*** Begin section ***

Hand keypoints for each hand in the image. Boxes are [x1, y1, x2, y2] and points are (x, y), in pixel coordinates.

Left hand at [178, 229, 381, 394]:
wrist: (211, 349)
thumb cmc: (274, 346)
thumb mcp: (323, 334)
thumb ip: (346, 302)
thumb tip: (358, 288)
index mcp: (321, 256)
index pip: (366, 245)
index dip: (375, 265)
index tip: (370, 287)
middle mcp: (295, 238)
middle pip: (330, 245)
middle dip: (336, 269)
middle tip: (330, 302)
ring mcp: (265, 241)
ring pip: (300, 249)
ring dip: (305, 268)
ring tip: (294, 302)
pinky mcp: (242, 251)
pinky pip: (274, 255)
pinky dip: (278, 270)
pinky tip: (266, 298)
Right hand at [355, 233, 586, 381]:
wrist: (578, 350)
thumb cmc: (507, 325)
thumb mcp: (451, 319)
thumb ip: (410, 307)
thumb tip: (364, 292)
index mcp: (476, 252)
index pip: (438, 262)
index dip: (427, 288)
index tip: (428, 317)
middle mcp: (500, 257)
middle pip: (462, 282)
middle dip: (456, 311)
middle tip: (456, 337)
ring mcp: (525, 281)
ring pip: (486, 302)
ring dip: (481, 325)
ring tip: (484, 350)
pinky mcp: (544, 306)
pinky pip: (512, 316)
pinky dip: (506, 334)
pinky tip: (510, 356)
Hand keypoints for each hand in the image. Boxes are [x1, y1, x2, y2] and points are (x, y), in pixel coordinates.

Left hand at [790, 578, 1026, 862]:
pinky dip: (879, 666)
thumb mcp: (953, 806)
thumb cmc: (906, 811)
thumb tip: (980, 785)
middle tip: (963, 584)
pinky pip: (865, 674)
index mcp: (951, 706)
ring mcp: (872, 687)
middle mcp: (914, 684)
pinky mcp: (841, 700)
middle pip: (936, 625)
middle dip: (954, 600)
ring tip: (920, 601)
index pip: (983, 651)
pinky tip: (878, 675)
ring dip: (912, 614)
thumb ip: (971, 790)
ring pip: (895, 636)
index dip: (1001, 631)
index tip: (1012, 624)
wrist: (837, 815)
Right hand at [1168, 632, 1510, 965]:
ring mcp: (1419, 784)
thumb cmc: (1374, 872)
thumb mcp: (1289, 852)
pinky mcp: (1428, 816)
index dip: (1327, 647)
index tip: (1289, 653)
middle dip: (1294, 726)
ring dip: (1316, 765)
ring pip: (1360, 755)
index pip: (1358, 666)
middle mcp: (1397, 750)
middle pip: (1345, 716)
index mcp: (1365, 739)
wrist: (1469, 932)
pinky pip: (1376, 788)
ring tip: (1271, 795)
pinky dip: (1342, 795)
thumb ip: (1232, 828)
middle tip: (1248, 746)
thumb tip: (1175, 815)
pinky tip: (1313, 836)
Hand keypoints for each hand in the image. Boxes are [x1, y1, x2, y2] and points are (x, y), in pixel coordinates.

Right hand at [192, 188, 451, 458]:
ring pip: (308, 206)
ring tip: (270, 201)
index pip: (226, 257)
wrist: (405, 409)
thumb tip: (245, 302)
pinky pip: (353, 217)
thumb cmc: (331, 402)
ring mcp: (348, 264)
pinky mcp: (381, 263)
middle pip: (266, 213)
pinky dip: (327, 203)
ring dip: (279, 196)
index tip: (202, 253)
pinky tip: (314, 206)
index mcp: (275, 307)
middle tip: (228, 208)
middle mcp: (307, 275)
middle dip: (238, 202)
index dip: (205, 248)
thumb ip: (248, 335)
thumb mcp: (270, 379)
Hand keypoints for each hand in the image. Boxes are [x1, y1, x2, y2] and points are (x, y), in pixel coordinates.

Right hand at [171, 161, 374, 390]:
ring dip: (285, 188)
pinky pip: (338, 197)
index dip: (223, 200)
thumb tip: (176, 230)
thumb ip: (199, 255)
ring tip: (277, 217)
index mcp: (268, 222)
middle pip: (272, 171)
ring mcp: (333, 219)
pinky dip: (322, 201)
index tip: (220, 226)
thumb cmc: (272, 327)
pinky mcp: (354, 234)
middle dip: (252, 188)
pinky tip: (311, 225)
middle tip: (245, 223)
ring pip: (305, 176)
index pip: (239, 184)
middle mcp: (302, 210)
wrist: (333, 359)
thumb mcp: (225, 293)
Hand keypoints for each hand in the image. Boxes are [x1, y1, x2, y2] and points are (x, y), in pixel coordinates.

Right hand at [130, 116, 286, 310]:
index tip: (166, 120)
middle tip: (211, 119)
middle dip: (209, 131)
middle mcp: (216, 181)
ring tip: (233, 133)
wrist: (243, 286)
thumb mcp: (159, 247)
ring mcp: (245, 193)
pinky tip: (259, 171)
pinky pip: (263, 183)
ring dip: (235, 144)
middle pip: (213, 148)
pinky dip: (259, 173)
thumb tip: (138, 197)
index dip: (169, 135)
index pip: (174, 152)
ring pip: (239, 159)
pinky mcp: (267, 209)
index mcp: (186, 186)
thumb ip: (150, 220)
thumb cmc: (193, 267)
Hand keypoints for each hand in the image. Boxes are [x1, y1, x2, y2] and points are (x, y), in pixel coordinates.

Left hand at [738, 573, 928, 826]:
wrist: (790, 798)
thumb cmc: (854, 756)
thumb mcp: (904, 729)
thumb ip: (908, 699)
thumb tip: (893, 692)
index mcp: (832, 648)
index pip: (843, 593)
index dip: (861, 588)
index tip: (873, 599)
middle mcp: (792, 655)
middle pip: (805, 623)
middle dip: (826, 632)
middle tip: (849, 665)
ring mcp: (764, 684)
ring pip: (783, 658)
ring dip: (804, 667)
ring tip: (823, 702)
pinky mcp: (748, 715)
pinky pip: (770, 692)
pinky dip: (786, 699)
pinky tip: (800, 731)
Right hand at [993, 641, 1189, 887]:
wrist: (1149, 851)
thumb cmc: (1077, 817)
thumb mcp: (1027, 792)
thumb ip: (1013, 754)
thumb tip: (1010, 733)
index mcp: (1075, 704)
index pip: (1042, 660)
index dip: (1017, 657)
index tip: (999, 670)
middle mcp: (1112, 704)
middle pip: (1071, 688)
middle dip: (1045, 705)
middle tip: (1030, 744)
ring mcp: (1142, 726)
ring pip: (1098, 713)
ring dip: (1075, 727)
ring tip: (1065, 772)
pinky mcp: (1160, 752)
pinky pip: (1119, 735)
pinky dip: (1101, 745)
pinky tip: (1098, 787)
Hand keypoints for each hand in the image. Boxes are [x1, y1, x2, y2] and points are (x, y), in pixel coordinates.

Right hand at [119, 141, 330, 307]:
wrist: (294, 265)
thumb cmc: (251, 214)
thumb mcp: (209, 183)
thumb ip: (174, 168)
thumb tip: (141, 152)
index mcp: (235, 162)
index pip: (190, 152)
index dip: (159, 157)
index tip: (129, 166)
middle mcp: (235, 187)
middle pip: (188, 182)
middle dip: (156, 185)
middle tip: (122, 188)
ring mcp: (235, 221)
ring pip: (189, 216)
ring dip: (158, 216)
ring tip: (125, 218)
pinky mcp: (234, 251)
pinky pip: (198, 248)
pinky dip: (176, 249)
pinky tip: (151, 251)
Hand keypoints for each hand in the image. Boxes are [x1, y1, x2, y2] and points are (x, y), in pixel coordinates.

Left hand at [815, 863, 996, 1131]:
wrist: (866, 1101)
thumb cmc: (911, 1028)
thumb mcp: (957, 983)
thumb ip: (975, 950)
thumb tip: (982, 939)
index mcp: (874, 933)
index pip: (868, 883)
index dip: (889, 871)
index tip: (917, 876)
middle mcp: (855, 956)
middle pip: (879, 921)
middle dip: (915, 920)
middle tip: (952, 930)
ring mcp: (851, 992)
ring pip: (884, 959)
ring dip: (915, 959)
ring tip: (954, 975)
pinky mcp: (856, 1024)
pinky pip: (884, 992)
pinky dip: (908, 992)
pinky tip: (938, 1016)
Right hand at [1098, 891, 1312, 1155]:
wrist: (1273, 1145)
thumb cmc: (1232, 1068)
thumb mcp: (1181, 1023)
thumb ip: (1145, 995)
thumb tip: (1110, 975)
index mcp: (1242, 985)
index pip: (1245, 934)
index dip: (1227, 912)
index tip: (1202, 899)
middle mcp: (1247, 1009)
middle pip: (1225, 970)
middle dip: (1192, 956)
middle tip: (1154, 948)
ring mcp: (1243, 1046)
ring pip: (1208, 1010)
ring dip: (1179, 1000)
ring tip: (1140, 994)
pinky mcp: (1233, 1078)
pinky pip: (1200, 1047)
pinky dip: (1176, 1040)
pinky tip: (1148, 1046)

*** End section ***

§ Task item: An exact copy of the lines above, from the one containing "pinky mcp: (856, 1024)" through the one containing "thumb tip: (1110, 975)", is the whole of the answer.

§ Response to the exercise:
pinky mcp: (856, 1024)
pinky pip: (884, 992)
pinky dip: (908, 992)
pinky tip: (938, 1016)
Right hand at [1098, 891, 1312, 1155]:
wrist: (1273, 1145)
thumb cmc: (1232, 1068)
thumb mcp: (1181, 1023)
thumb ip: (1145, 995)
thumb tip: (1110, 975)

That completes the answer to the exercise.